More than 3,000 healthcare workers have died from the coronavirus globally and governments must be held responsible for their deaths, rights group Amnesty International said today.
Russia, the United Kingdom and the United States topped the list of countries with the most healthcare worker deaths, the report “Global: Health workers silenced, exposed and attacked,” said.
Out of 79 countries examined, Amnesty found that:
- In Russia, 545 healthcare workers had died from Covid-19.
- The UK saw 540 deaths -- including 262 social workers.
- The US has 507 health worker deaths.
“Countries yet to see the worst of the pandemic must not repeat the mistakes of governments whose failure to protect workers’ rights has had devastating consequences,” said Sanhita Ambast, Amnesty International’s Researcher and Advisor on Economic, Social and Cultural Rights.
Threatened for speaking out: The report said that healthcare and essential workers have faced retaliation from authorities after being threatened with arrest, violence, a lack of personal protective equipment (PPE) and in some cases not being paid for their job.
Two female Russian doctors are facing retaliation after complaining about a lack of PPE, with one being charged under Russia’s fake news laws and being fined up to $1,443, and the second facing disciplinary proceedings that could result in her dismissal, Amnesty found.
“Health workers on the frontline are the first to know if government policy is not working, and authorities who silence them cannot seriously claim to be prioritizing public health,” Ambast added.
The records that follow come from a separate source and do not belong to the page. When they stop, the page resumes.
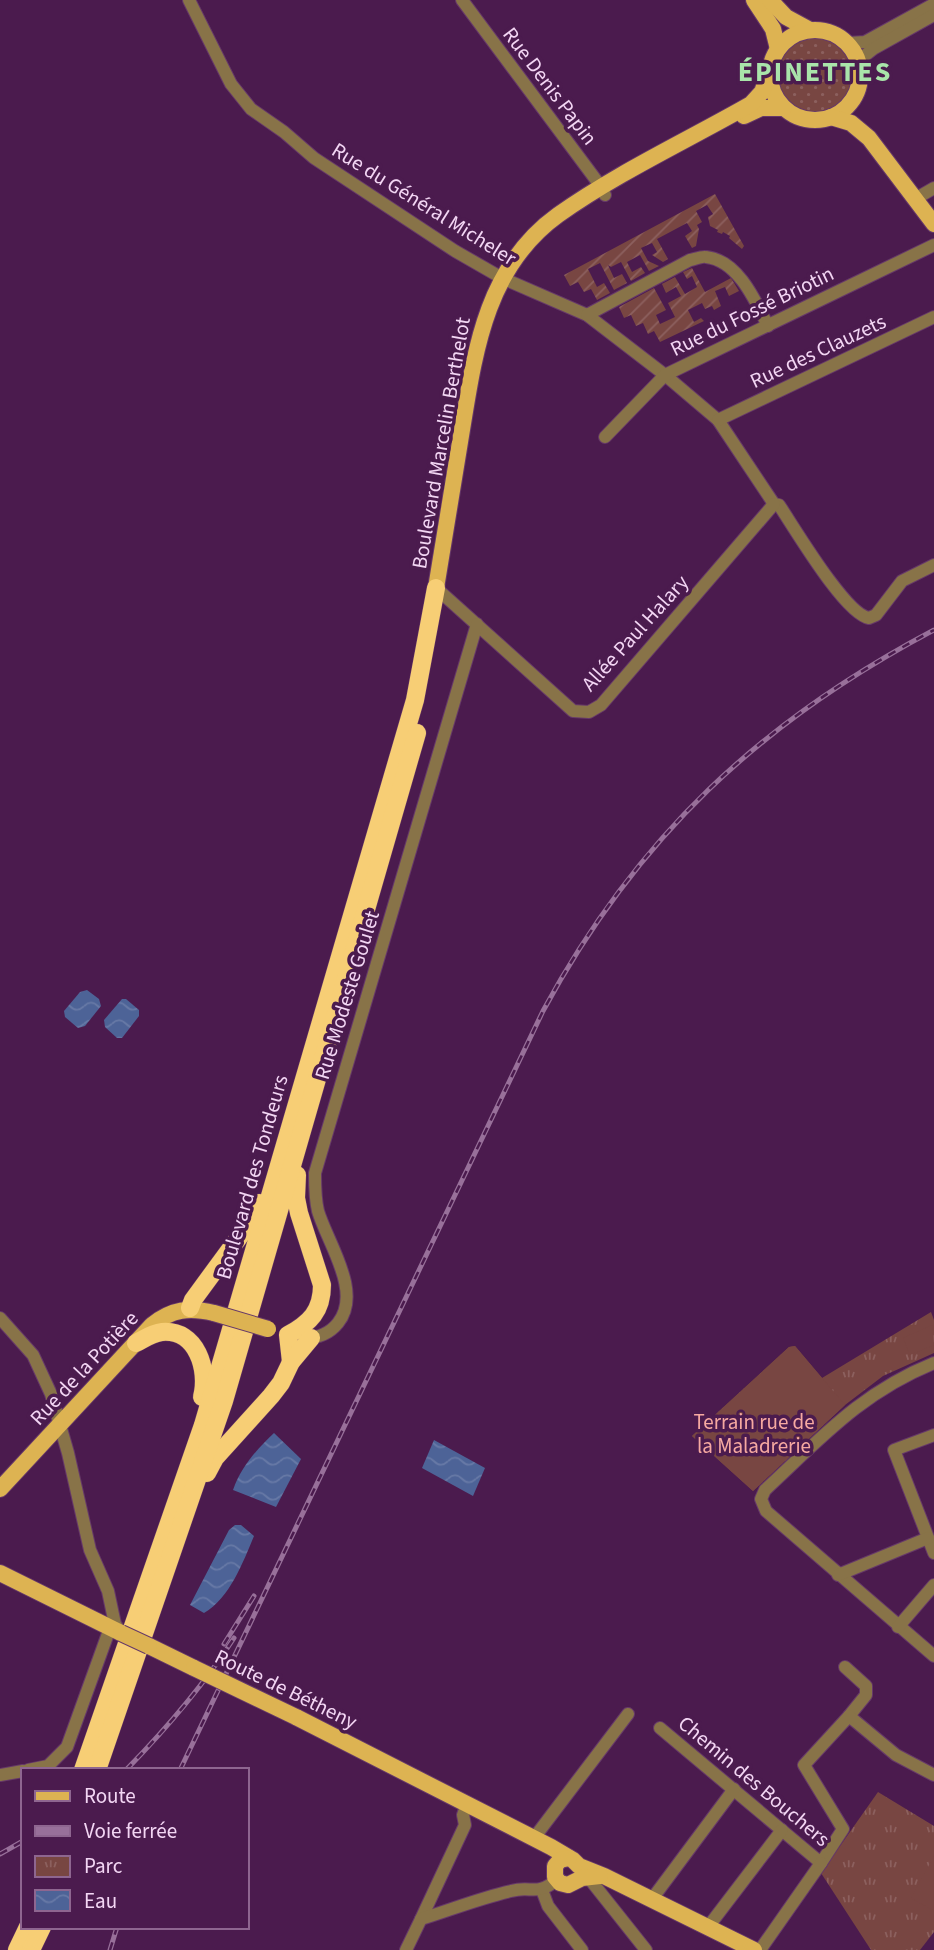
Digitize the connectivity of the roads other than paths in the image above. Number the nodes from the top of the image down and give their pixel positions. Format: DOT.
graph roads {
  1 [pos="189,0"];
  2 [pos="462,0"];
  3 [pos="754,0"];
  4 [pos="770,0"];
  5 [pos="934,4"];
  6 [pos="934,15"];
  7 [pos="810,30"];
  8 [pos="848,43"];
  9 [pos="778,49"];
  10 [pos="858,61"];
  11 [pos="770,70"];
  12 [pos="855,96"];
  13 [pos="784,108"];
  14 [pos="831,117"];
  15 [pos="869,138"];
  16 [pos="934,188"];
  17 [pos="604,192"];
  18 [pos="915,199"];
  19 [pos="934,224"];
  20 [pos="934,245"];
  21 [pos="506,280"];
  22 [pos="587,315"];
  23 [pos="934,317"];
  24 [pos="768,326"];
  25 [pos="665,375"];
  26 [pos="718,420"];
  27 [pos="605,437"];
  28 [pos="774,503"];
  29 [pos="934,565"];
  30 [pos="440,591"];
  31 [pos="477,624"];
  32 [pos="356,947"];
  33 [pos="302,1085"];
  34 [pos="181,1310"];
  35 [pos="0,1318"];
  36 [pos="288,1335"];
  37 [pos="311,1338"];
  38 [pos="135,1343"];
  39 [pos="291,1362"];
  40 [pos="934,1363"];
  41 [pos="59,1426"];
  42 [pos="934,1435"];
  43 [pos="0,1489"];
  44 [pos="171,1516"];
  45 [pos="932,1547"];
  46 [pos="166,1571"];
  47 [pos="0,1573"];
  48 [pos="838,1575"];
  49 [pos="934,1585"];
  50 [pos="898,1627"];
  51 [pos="115,1631"];
  52 [pos="934,1656"];
  53 [pos="845,1667"];
  54 [pos="628,1714"];
  55 [pos="849,1716"];
  56 [pos="660,1728"];
  57 [pos="38,1768"];
  58 [pos="84,1768"];
  59 [pos="98,1768"];
  60 [pos="21,1771"];
  61 [pos="0,1775"];
  62 [pos="934,1775"];
  63 [pos="734,1789"];
  64 [pos="467,1804"];
  65 [pos="782,1830"];
  66 [pos="534,1838"];
  67 [pos="822,1862"];
  68 [pos="579,1870"];
  69 [pos="557,1880"];
  70 [pos="542,1890"];
  71 [pos="652,1899"];
  72 [pos="421,1919"];
  73 [pos="708,1927"];
  74 [pos="27,1929"];
  75 [pos="41,1929"];
  76 [pos="17,1950"];
  77 [pos="31,1950"];
  78 [pos="406,1950"];
  79 [pos="582,1950"];
  80 [pos="646,1950"];
  81 [pos="754,1950"];
  82 [pos="760,1950"];
  1 -- 21 [label="street, Rue du Général Micheler"];
  2 -- 17 [label="street, Rue Denis Papin"];
  3 -- 9 [label="main road"];
  4 -- 7 [label="main road"];
  5 -- 8 [label="street"];
  6 -- 10 [label="street"];
  7 -- 8 [label="main road"];
  7 -- 9 [label="main road"];
  8 -- 10 [label="main road"];
  9 -- 11 [label="main road"];
  10 -- 12 [label="main road"];
  11 -- 13 [label="main road"];
  11 -- 17 [label="main road, Boulevard Marcelin Berthelot"];
  12 -- 14 [label="main road"];
  12 -- 15 [label="main road"];
  13 -- 14 [label="main road"];
  13 -- 17 [label="main road, Boulevard Marcelin Berthelot"];
  14 -- 15 [label="main road"];
  15 -- 18 [label="main road"];
  16 -- 18 [label="street"];
  17 -- 21 [label="main road, Boulevard Marcelin Berthelot"];
  18 -- 19 [label="main road"];
  20 -- 24 [label="street, Rue du Fossé Briotin"];
  21 -- 22 [label="street, Rue du Général Micheler"];
  21 -- 30 [label="main road, Boulevard Marcelin Berthelot"];
  22 -- 24 [label="street"];
  22 -- 25 [label="street, Rue du Général Micheler"];
  23 -- 26 [label="street, Rue des Clauzets"];
  24 -- 25 [label="street, Rue du Fossé Briotin"];
  25 -- 26 [label="street, Rue du Général Micheler"];
  25 -- 27 [label="street, Rue du Fossé Briotin"];
  26 -- 28 [label="street"];
  28 -- 29 [label="street"];
  28 -- 31 [label="street, Allée Paul Halary"];
  30 -- 31 [label="street, Allée Paul Halary"];
  30 -- 32 [label="highway, Boulevard des Tondeurs"];
  30 -- 33 [label="highway, Boulevard des Tondeurs"];
  31 -- 37 [label="street, Rue Modeste Goulet"];
  32 -- 36 [label="highway"];
  32 -- 46 [label="highway, Boulevard des Tondeurs"];
  33 -- 34 [label="highway"];
  33 -- 44 [label="highway, Boulevard des Tondeurs"];
  34 -- 36 [label="main road, bridge"];
  34 -- 38 [label="main road, Rue de la Potière"];
  35 -- 41 [label="street"];
  36 -- 37 [label="street"];
  36 -- 39 [label="highway"];
  37 -- 39 [label="highway"];
  38 -- 41 [label="main road, Rue de la Potière"];
  38 -- 44 [label="highway"];
  39 -- 46 [label="highway"];
  40 -- 48 [label="street"];
  41 -- 43 [label="main road, Rue de la Potière"];
  41 -- 51 [label="street"];
  42 -- 45 [label="street"];
  44 -- 58 [label="highway, Boulevard des Tondeurs"];
  45 -- 48 [label="street"];
  46 -- 59 [label="highway, Boulevard des Tondeurs"];
  47 -- 51 [label="main road, Route de Bétheny"];
  48 -- 50 [label="street"];
  49 -- 50 [label="street"];
  50 -- 52 [label="street"];
  51 -- 57 [label="street"];
  51 -- 64 [label="main road, Route de Bétheny, bridge"];
  53 -- 55 [label="street"];
  54 -- 66 [label="street"];
  55 -- 62 [label="street"];
  55 -- 67 [label="street"];
  56 -- 63 [label="street, Chemin des Bouchers"];
  60 -- 61 [label="street"];
  63 -- 65 [label="street, Chemin des Bouchers"];
  63 -- 71 [label="street"];
  64 -- 66 [label="main road, Route de Bétheny"];
  64 -- 72 [label="street"];
  65 -- 67 [label="street, Chemin des Bouchers"];
  65 -- 73 [label="street"];
  66 -- 68 [label="main road, Route de Bétheny"];
  67 -- 82 [label="street"];
  68 -- 69 [label="main road"];
  68 -- 71 [label="main road, Route de Bétheny"];
  68 -- 80 [label="street"];
  69 -- 70 [label="street"];
  70 -- 72 [label="street"];
  70 -- 79 [label="street"];
  71 -- 73 [label="main road, Route de Bétheny"];
  72 -- 78 [label="street"];
  73 -- 81 [label="main road, Route de Bétheny"];
  74 -- 76 [label="highway"];
  75 -- 77 [label="highway"];
}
Choosing "between death and jail": An unidentified Egyptian doctor told Amnesty that doctors who speak out against their conditions were faced with threats to their life and interrogations by the National Security Agency and penalties.
“Many (doctors) are preferring to pay for their own personal equipment to avoid this exhausting back and forth. (The authorities) are forcing doctors to choose between death and jail,” the unidentified Egyptian doctor told Amnesty.
Amnesty said the 3,000 deaths is likely to be underestimated due to under-reporting and differences in how countries count and collect data.